Suite à la mise en œuvre concluante des interventions du Fonds et le rôle crucial joué par des pompiers qualifiés, des pompiers supplémentaires ont été recrutés par l’Agence brésilienne de l’environnement, venant augmenter le nombre d’employés experts de la lutte contre les incendies au sein du site du patrimoine mondial. Cela n’aurait sans doute pas eu lieu sans l’intervention des organisations qui ont reçu un financement du Fonds.

La gestion des incendies à Chapada dos Veadeiros, qui avait été gravement endommagé, a été bien plus efficace les années suivantes. Les pompiers ont pu redéployer le matériel fourni par le Fonds et ainsi seuls 15 hectares du parc ont été endommagés en 2008, une première pour le site. Selon les gestionnaires du parc, cela est dû en grande partie aux subventions reçues les années précédentes de la part du Fonds.

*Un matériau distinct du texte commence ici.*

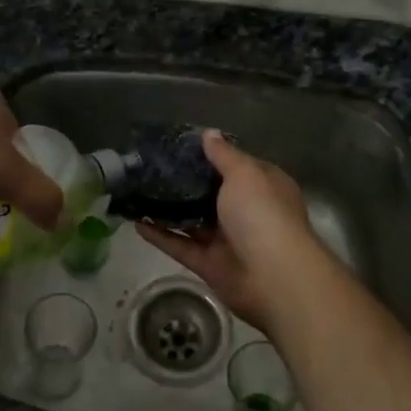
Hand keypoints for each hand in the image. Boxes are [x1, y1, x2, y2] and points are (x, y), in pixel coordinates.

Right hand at [137, 132, 332, 331]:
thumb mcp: (244, 173)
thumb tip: (209, 133)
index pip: (236, 165)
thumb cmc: (262, 214)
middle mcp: (247, 211)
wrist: (274, 277)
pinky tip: (136, 223)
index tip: (180, 146)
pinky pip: (181, 246)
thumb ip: (223, 155)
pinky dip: (161, 236)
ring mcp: (228, 240)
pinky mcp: (210, 265)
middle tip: (151, 167)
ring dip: (169, 209)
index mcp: (262, 186)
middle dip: (185, 182)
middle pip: (212, 193)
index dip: (212, 155)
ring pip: (193, 221)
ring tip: (139, 192)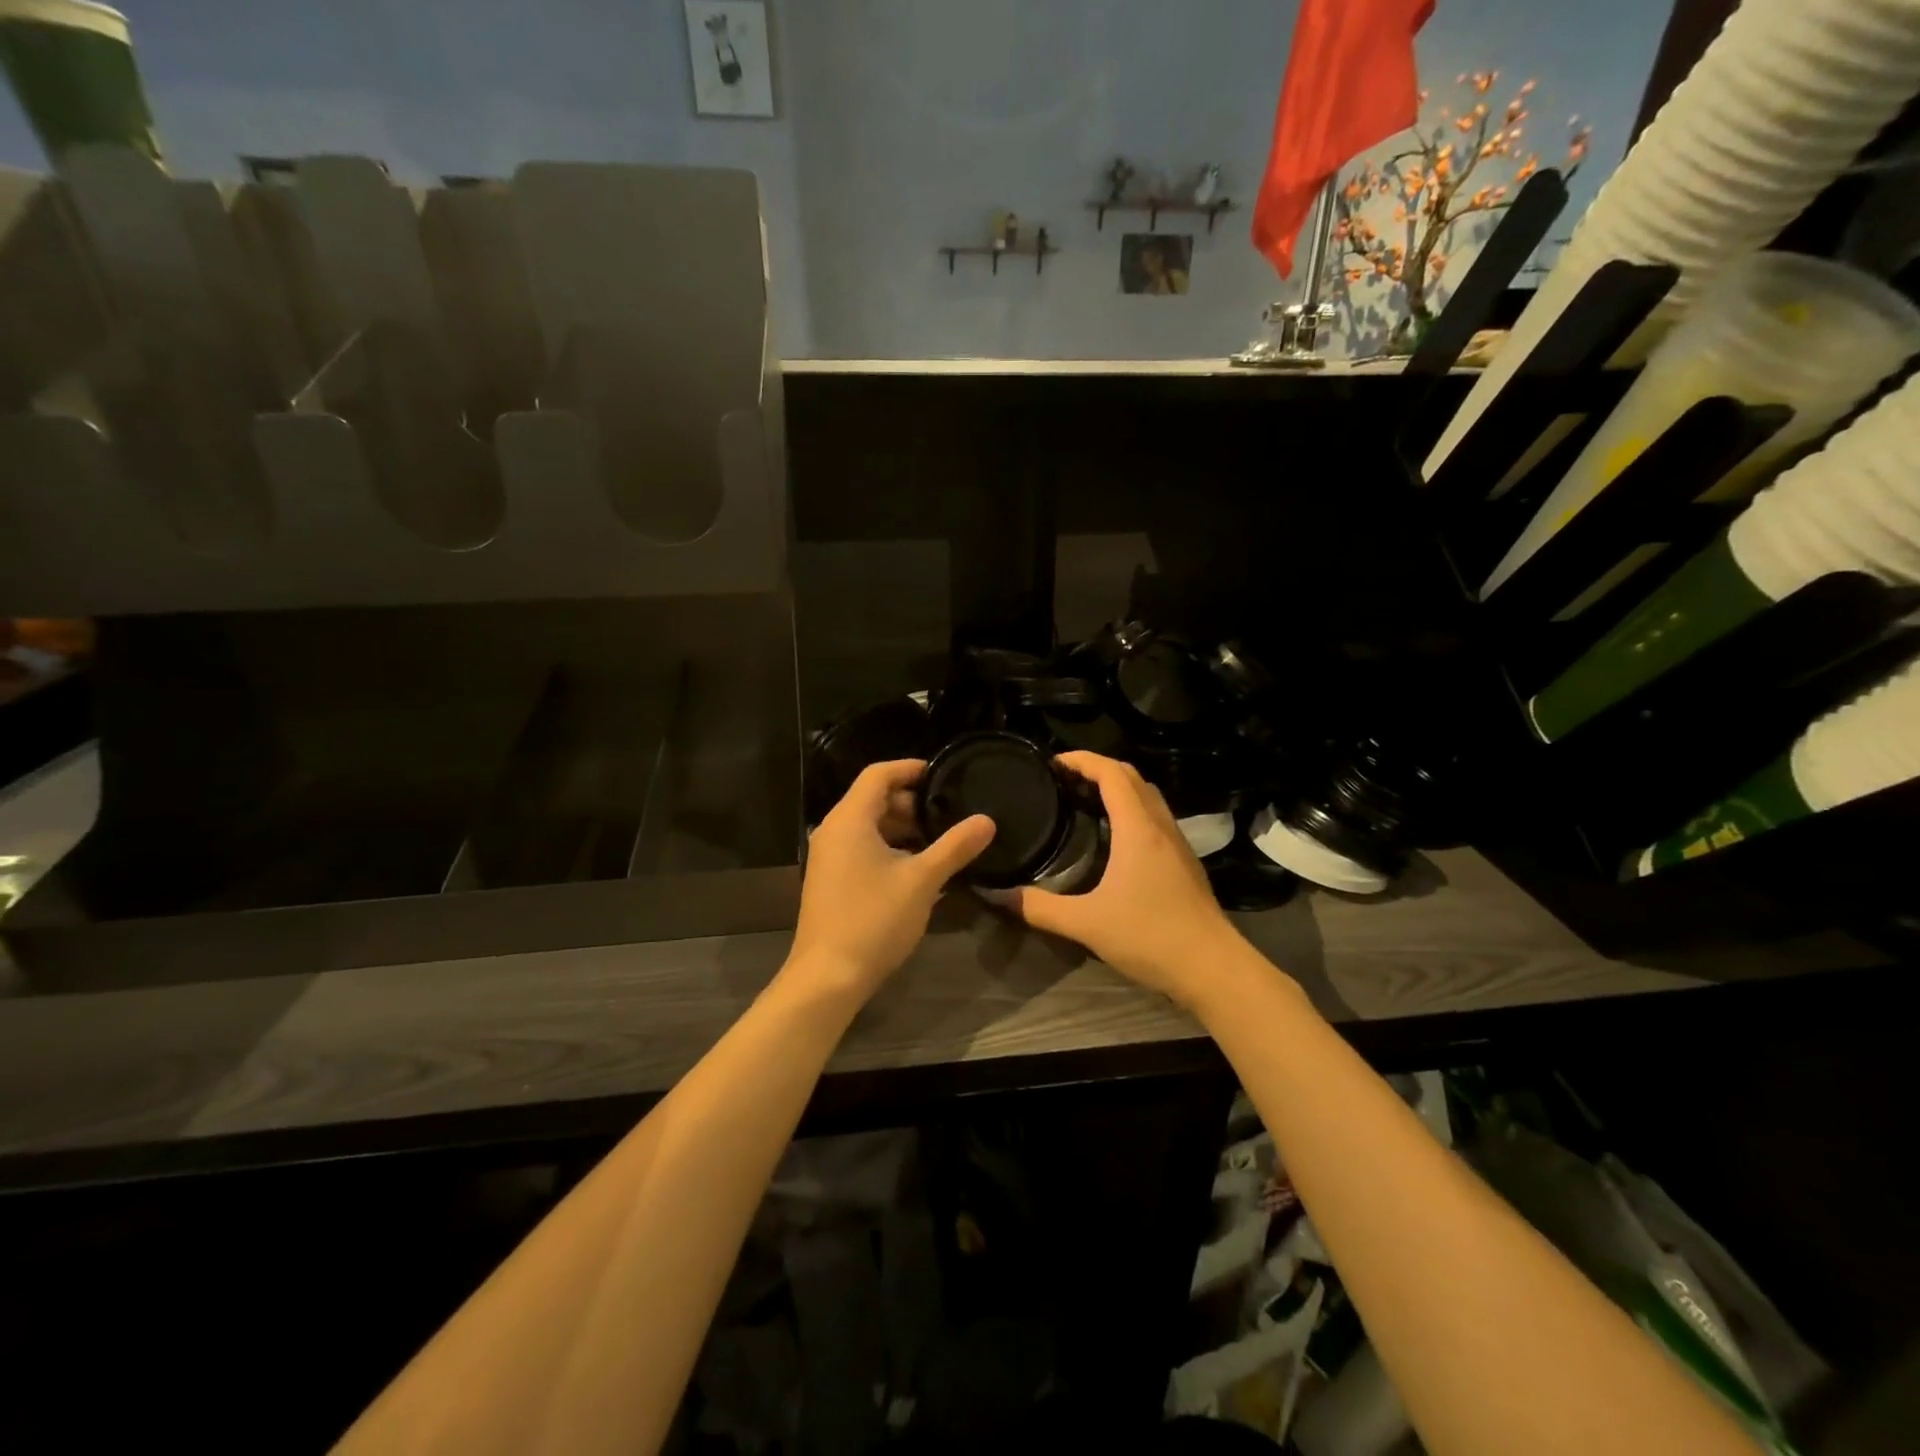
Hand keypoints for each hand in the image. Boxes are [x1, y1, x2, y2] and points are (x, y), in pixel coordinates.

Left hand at [785, 759, 995, 1004]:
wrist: (828, 976)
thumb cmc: (874, 919)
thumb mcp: (922, 880)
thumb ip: (955, 847)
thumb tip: (987, 820)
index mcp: (849, 819)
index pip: (878, 774)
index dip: (910, 768)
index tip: (941, 773)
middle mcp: (833, 831)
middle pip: (872, 800)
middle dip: (910, 803)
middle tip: (947, 813)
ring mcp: (828, 857)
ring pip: (868, 827)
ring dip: (902, 829)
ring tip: (939, 841)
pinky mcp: (829, 880)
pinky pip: (861, 849)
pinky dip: (888, 848)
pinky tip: (917, 869)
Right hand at [1003, 751, 1244, 1003]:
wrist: (1213, 967)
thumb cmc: (1150, 936)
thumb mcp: (1087, 924)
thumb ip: (1041, 908)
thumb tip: (1001, 896)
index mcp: (1137, 828)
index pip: (1111, 772)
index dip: (1082, 759)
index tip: (1054, 762)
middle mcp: (1160, 825)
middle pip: (1131, 777)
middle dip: (1097, 768)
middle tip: (1064, 780)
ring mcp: (1177, 843)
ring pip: (1148, 796)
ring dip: (1118, 788)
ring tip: (1085, 800)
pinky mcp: (1185, 862)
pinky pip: (1155, 817)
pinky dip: (1132, 809)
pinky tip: (1114, 837)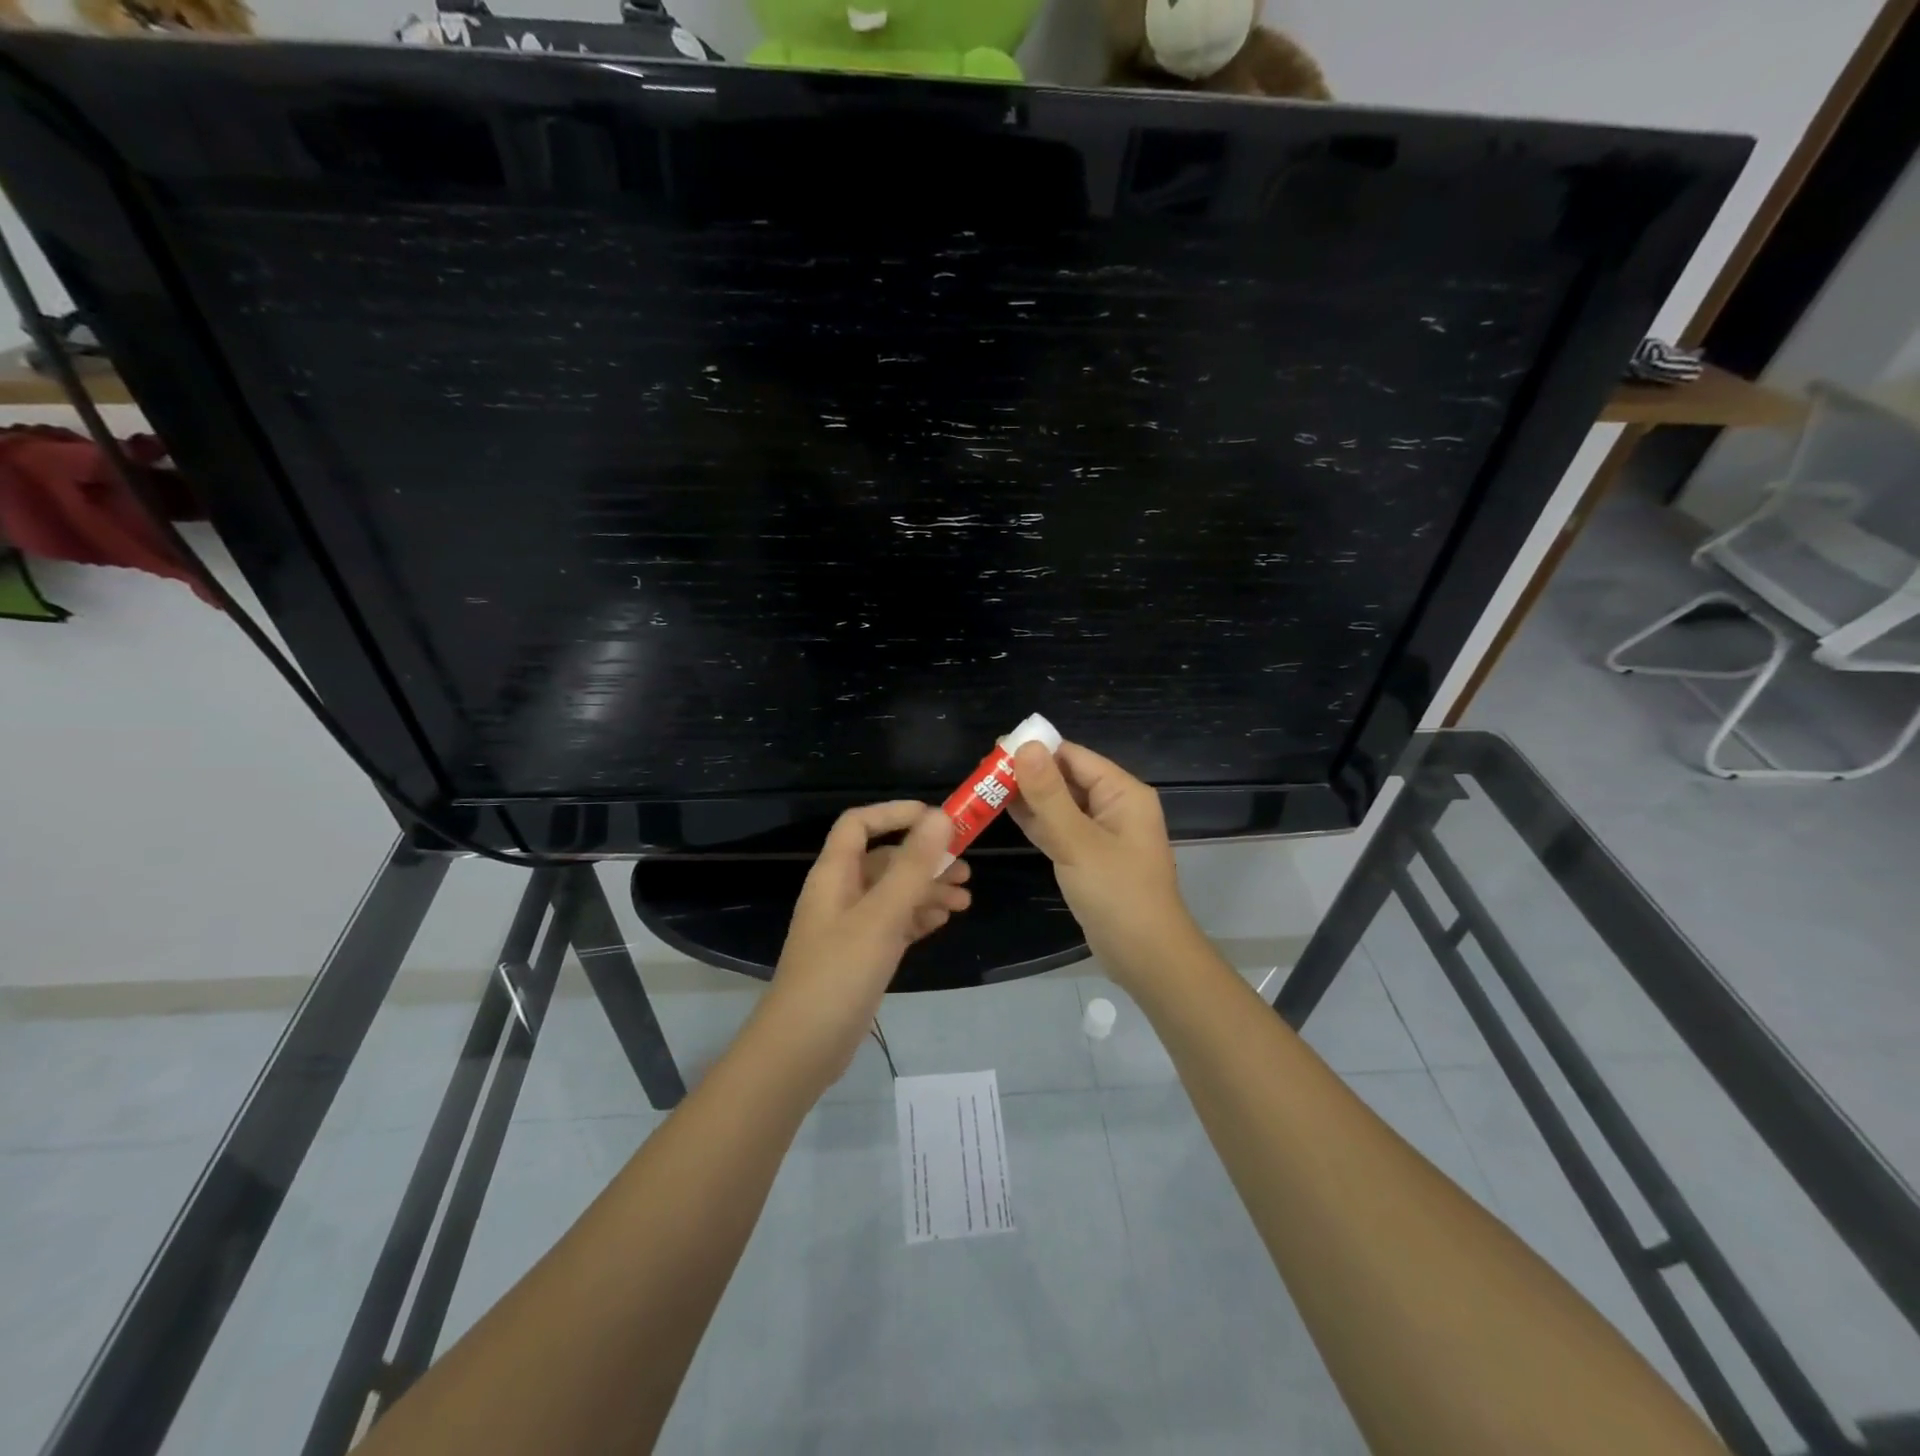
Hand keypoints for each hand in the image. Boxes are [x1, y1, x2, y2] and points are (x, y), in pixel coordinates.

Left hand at [755, 803, 970, 1094]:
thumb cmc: (839, 973)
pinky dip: (917, 917)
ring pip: (893, 894)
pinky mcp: (860, 956)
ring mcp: (850, 926)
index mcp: (834, 874)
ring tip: (964, 900)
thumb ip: (912, 866)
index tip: (938, 819)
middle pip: (884, 860)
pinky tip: (942, 920)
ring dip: (927, 890)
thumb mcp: (881, 916)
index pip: (859, 824)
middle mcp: (840, 893)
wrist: (802, 1048)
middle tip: (966, 869)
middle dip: (925, 859)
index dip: (895, 813)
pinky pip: (893, 923)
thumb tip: (940, 817)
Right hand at [1009, 741, 1200, 990]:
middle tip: (981, 770)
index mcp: (1122, 793)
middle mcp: (1113, 806)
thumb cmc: (1117, 894)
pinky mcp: (1088, 857)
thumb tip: (1025, 746)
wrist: (1145, 957)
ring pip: (1058, 804)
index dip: (1036, 749)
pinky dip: (1034, 821)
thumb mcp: (1078, 841)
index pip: (1073, 757)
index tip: (995, 748)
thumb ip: (1049, 795)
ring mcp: (1100, 833)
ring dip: (1027, 796)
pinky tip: (1003, 812)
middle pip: (1065, 778)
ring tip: (985, 786)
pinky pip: (1058, 828)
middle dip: (1027, 772)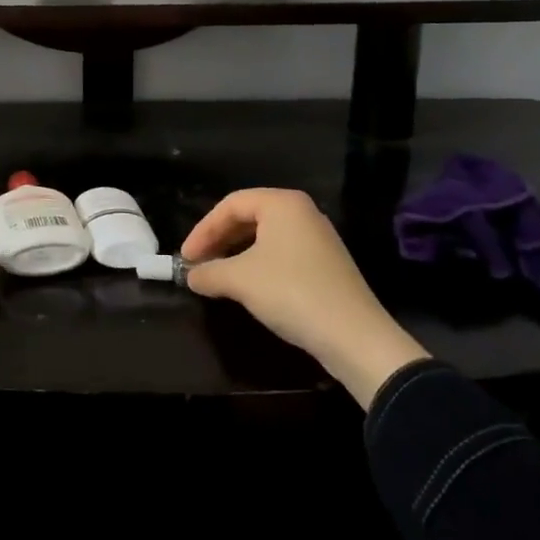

Au fil des années, le Fonds a permis de maîtriser des incendies et de conserver quelques-un des habitats les plus précieux de la planète. Nous sommes conscients que la dangerosité de conditions comme celles-ci, souvent dans des endroits isolés, requiert la mise en place de solutions sur mesure et ingénieuses pour venir en aide aux équipes déployées sur le terrain. Le Fonds est un mécanisme efficace et adapté qui permet d’acheminer rapidement des fonds là où le besoin se fait ressentir en cas d’urgence, afin de préserver notre patrimoine naturel en temps de crise aiguë.